According to data from K33 Research, the increasing interest of institutional investors in the United States in Bitcoin ETFs caused the total net assets of these funds to surpass those of gold ETFs for the first time as of Dec. 16.

K33 Research research manager Vetle Lund stated in a post on the X platform on December 17 that the assets under management (AUM) of US Bitcoin ETFs exceeded $129 billion, and this amount exceeded the total value of gold ETFs. Bloomberg ETF analyst Eric Balchunas stated that this figure includes not only spot Bitcoin ETFs but also other types of Bitcoin ETFs such as derivatives. Balchunas explained, "The total AUM of Bitcoin ETFs is approximately $130 billion, while gold ETFs are at $128 billion. However, when only spot ETFs are considered, Bitcoin's value is $120 billion and gold's is $125 billion."

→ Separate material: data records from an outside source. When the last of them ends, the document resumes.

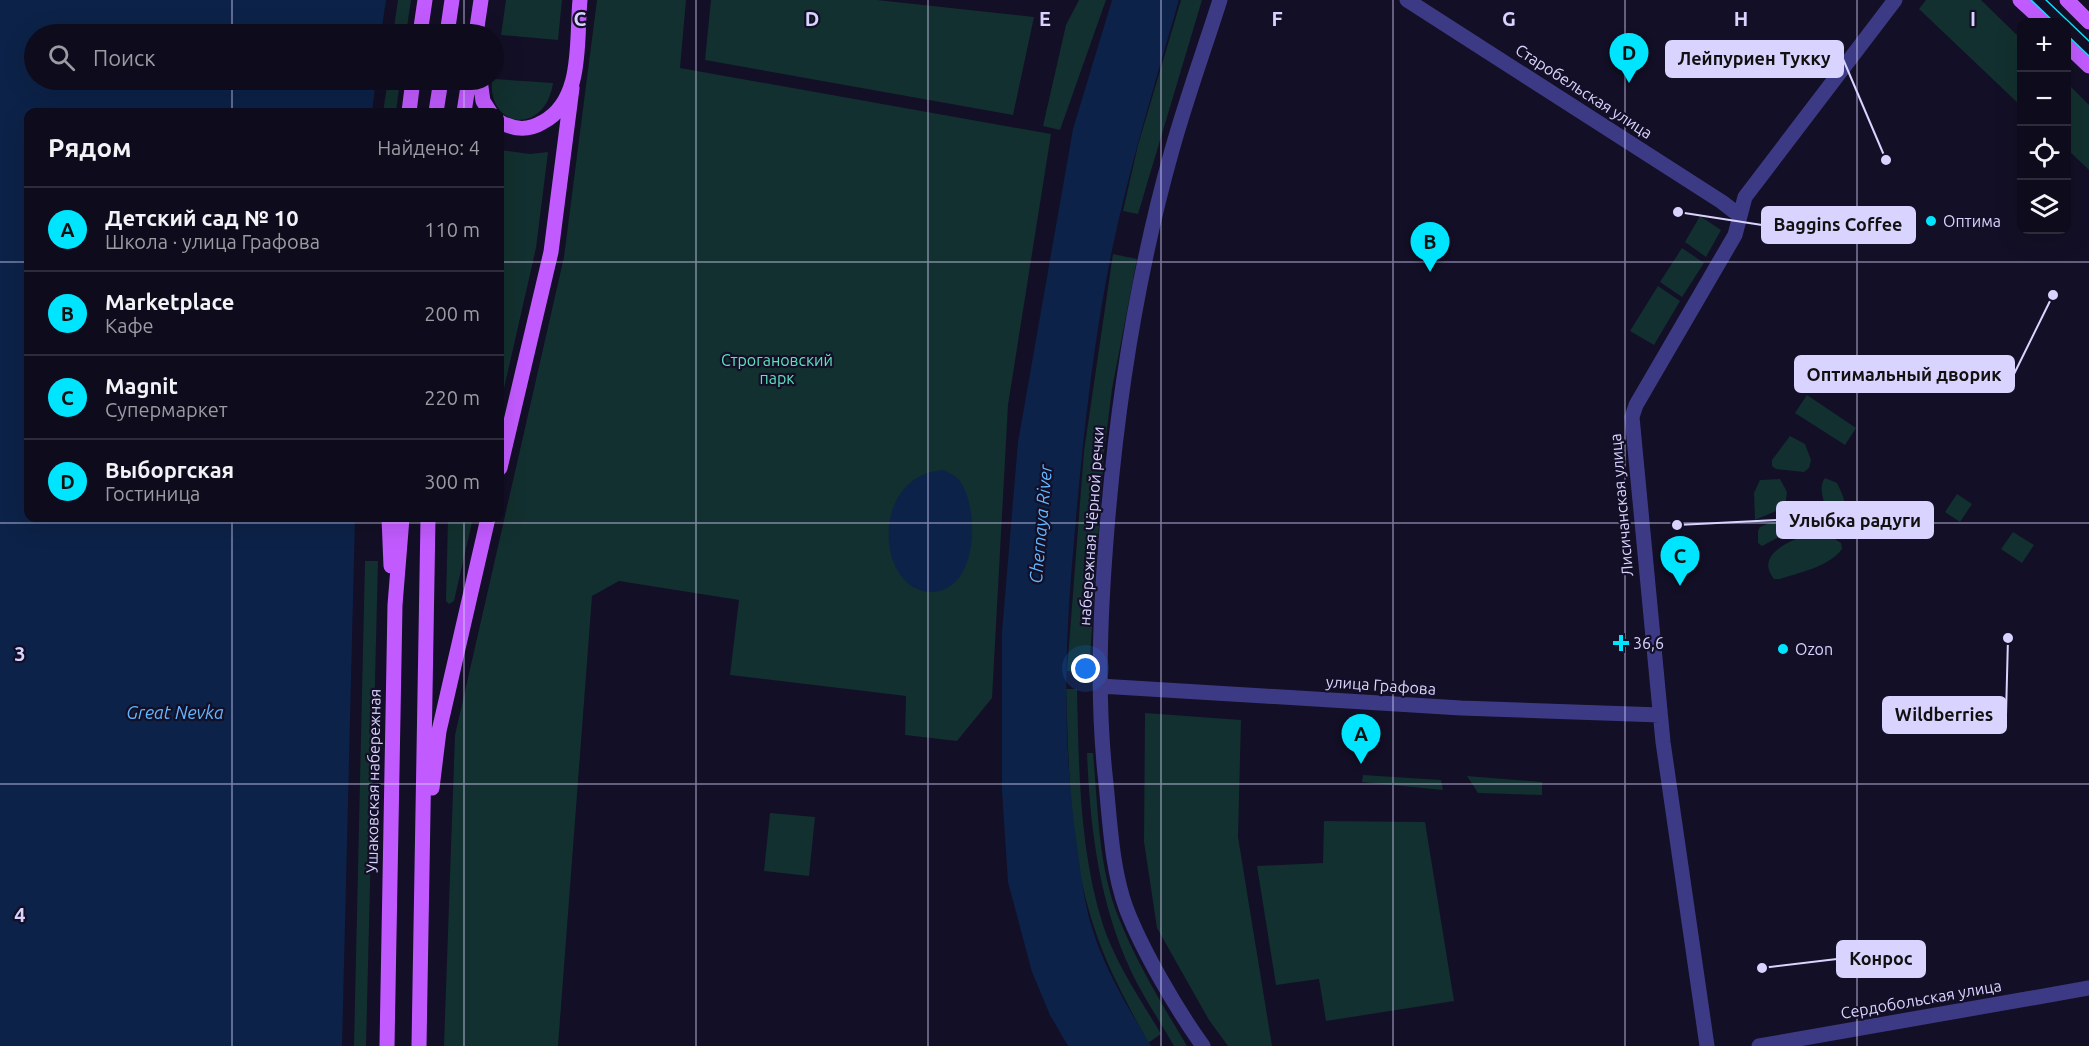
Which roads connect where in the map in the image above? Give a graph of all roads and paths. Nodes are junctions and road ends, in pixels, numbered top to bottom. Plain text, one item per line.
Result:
1 (424, 0) edge
2 (452, 0) edge
3 (580, 0) edge
4 (1220, 0) edge
5 (1407, 0) edge
6 (1895, 0) edge
7 (2020, 0) edge
8 (2067, 0) edge
9 (480, 5) edge
10 (2040, 18) edge
11 (2089, 22) edge
12 (421, 24) edge
13 (448, 24) edge
14 (479, 24) edge
15 (2071, 48) edge
16 (2089, 66) edge
17 (572, 88) junction
18 (412, 90) edge
19 (439, 90) edge
20 (467, 90) edge
21 (481, 90) edge
22 (410, 108) edge
23 (437, 108) edge
24 (465, 108) edge
25 (487, 108) edge
26 (504, 124) edge
27 (1740, 216) junction
28 (504, 451) edge
29 (389, 522) edge
30 (402, 522) edge
31 (428, 522) edge
32 (487, 522) edge
33 (394, 605) junction
34 (1100, 686) junction
35 (1660, 715) junction
36 (423, 850) junction
37 (2089, 988) edge
38 (387, 1046) edge
39 (419, 1046) edge
40 (1203, 1046) edge
41 (1707, 1046) edge
42 (1759, 1046) edge

1 - 12 main road
2 - 13 main road
3 - 17 main road
4 - 34 street, набережная Чёрной речки
5 - 27 street, Старобельская улица
6 - 27 street, Лисичанская улица
7 - 10 main road
8 - 11 main road
9 - 14 main road
15 - 16 main road
17 - 26 main road
17 - 28 main road
18 - 22 main road
19 - 23 main road
20 - 24 main road
21 - 25 main road
27 - 35 street, Лисичанская улица
29 - 33 main road
30 - 33 main road, Ушаковская набережная
31 - 36 main road
32 - 36 main road
33 - 38 main road, Ушаковская набережная
34 - 35 street, улица Графова
34 - 40 street, набережная Чёрной речки
35 - 41 street, Лисичанская улица
36 - 39 main road
37 - 42 street, Сердобольская улица

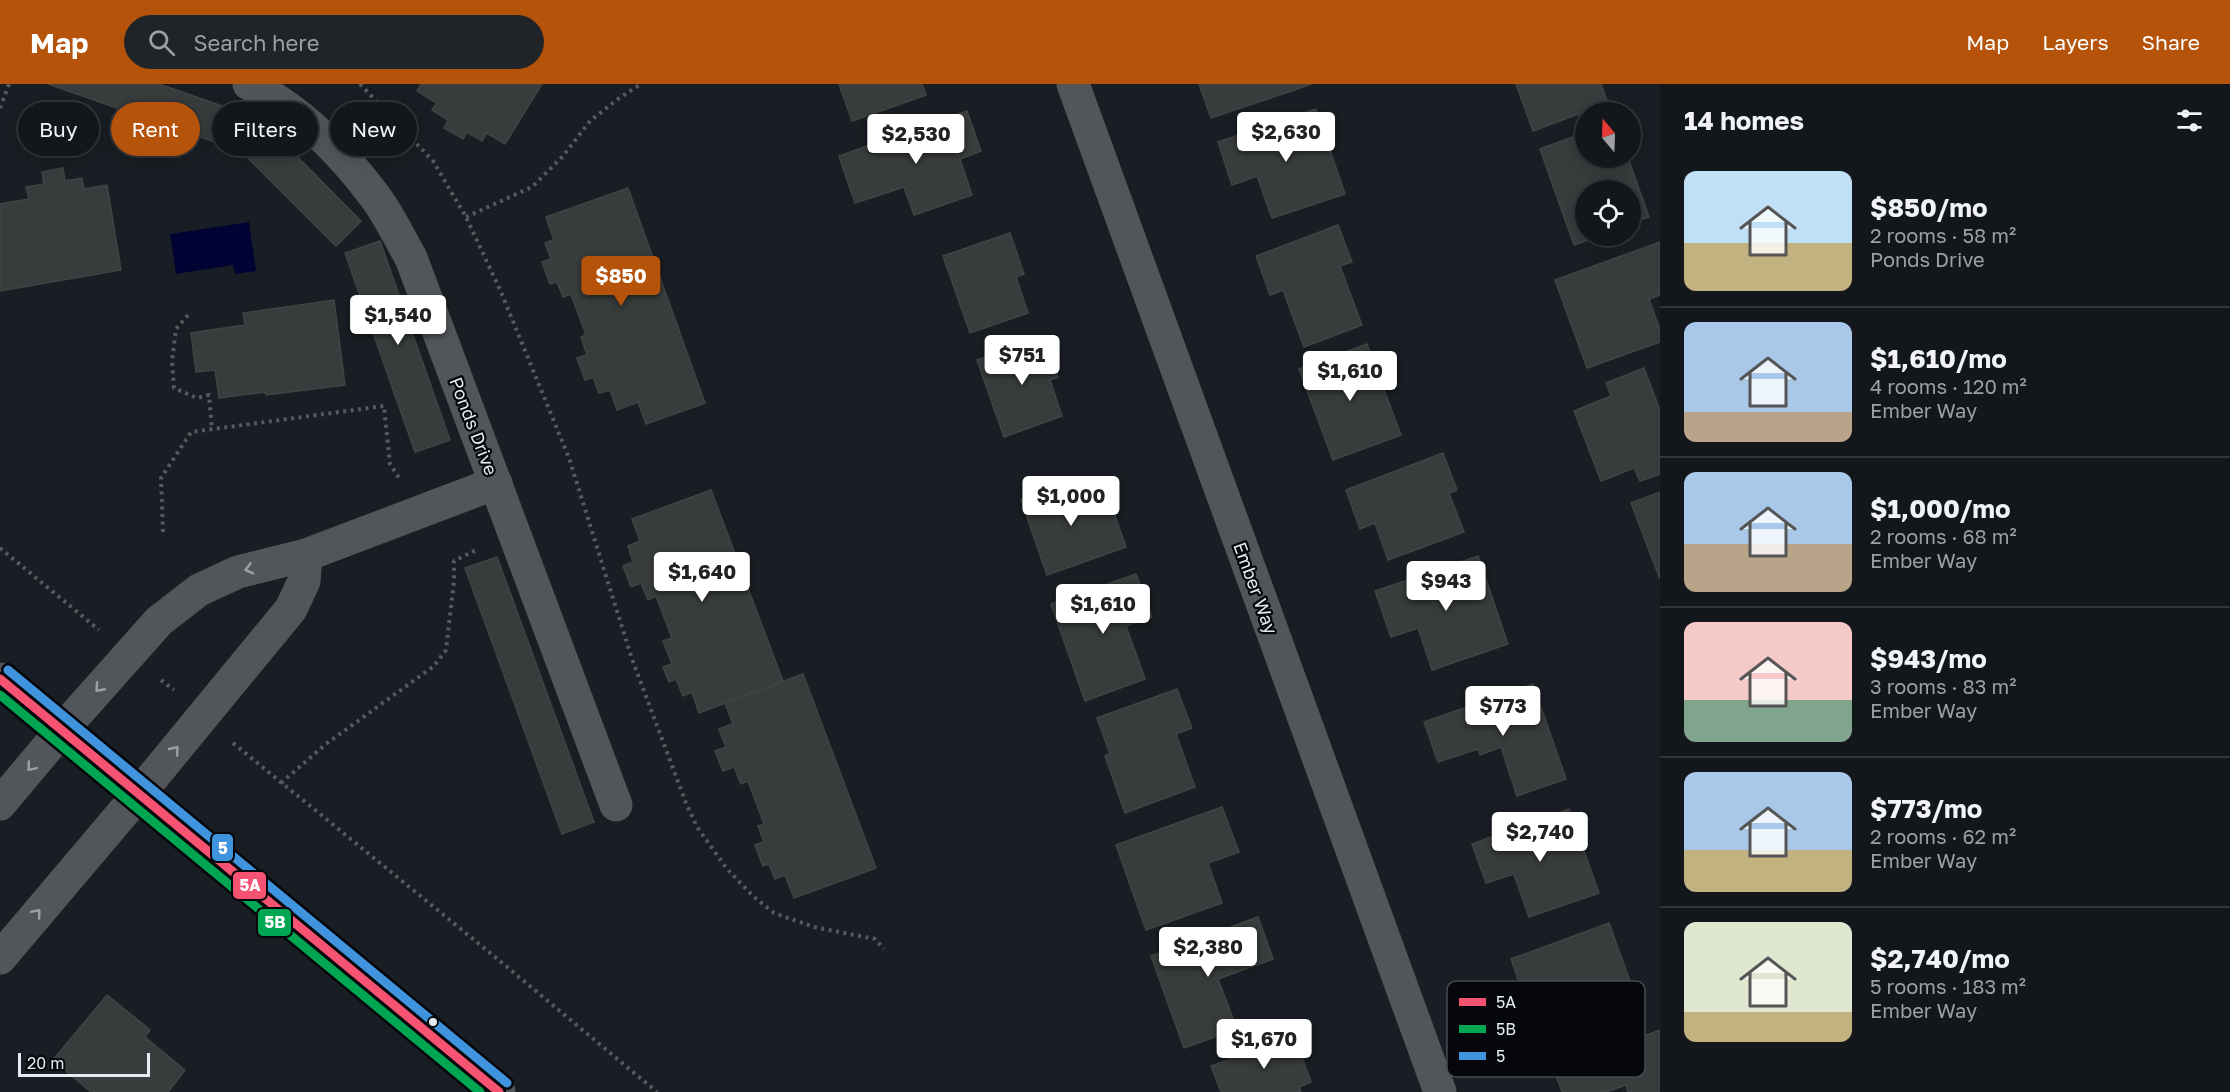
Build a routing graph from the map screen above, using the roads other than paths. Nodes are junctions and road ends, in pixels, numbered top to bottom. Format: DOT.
graph roads {
  1 [pos="249,84"];
  2 [pos="1073,84"];
  3 [pos="496,483"];
  4 [pos="306,555"];
  5 [pos="0,679"];
  6 [pos="62,730"];
  7 [pos="138,795"];
  8 [pos="0,804"];
  9 [pos="616,805"];
  10 [pos="0,958"];
  11 [pos="499,1092"];
  12 [pos="1440,1092"];
  1 -- 3 [label="street, Ponds Drive"];
  2 -- 12 [label="street, Ember Way"];
  3 -- 4 [label="street, Ponds Drive"];
  3 -- 9 [label="street, Ponds Drive"];
  4 -- 6 [label="street, Ponds Drive, one-way"];
  7 -- 4 [label="street, one-way"];
  5 -- 6 [label="street"];
  6 -- 7 [label="street"];
  6 -- 8 [label="street, Ponds Drive, one-way"];
  10 -- 7 [label="street, one-way"];
  7 -- 11 [label="street"];
}
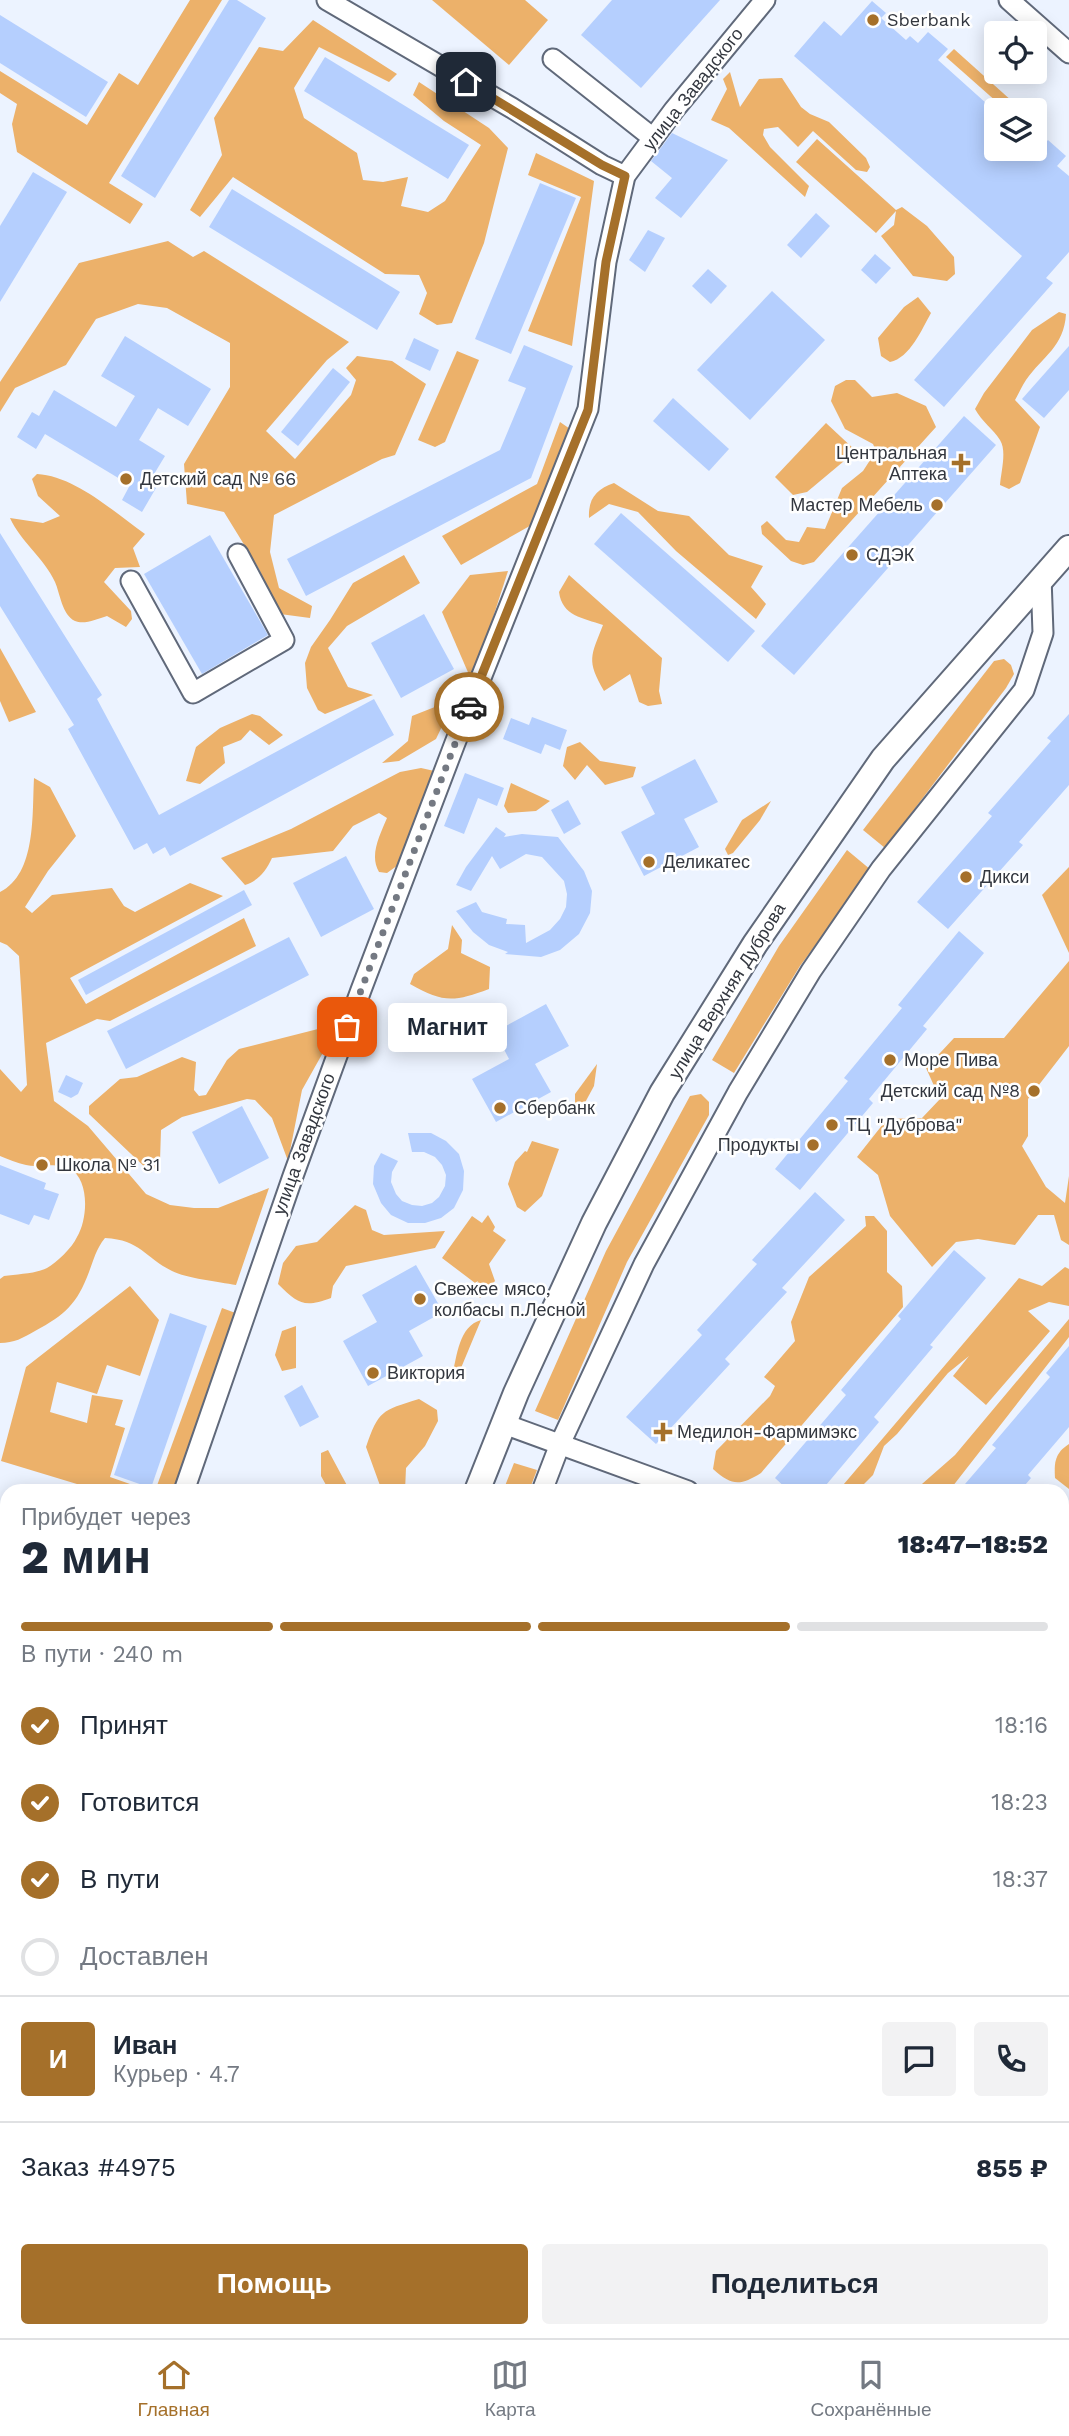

Bitcoin ETFs are only 1 year old$BTC


Spot Bitcoin ETFs, which were approved by the U.S. Securities and Exchange Commission (SEC) and launched in January, have gained an important place in the sector since the day they were listed. According to data provided by Bloomberg Intelligence, the total net assets of spot Bitcoin ETFs in the U.S. reached a significant milestone in November, exceeding $100 billion.

Morningstar’s passive strategies research director Bryan Armour described this increase as “a huge surge in demand, accompanied by positive expectations for Bitcoin.” Armour interpreted the rise in November in particular as the effect of a period when political and economic developments made Bitcoin investments more attractive.

BlackRock’s iShares Bitcoin Trust (IBIT) is the top holding among Bitcoin ETFs with nearly $60 billion in assets under management. IBIT solidified its dominance in November by surpassing BlackRock’s iShares Gold Trust (IAU) gold ETF in net assets.

JPMorgan’s report published in October stated that investors are turning to both Bitcoin and gold in order to secure themselves against increasing geopolitical risks and economic uncertainties. The report defined this trend as “depreciation trading” and stated that increasing geopolitical tensions on a global scale, high inflation expectations and increasing budget deficits of major economies support this trend.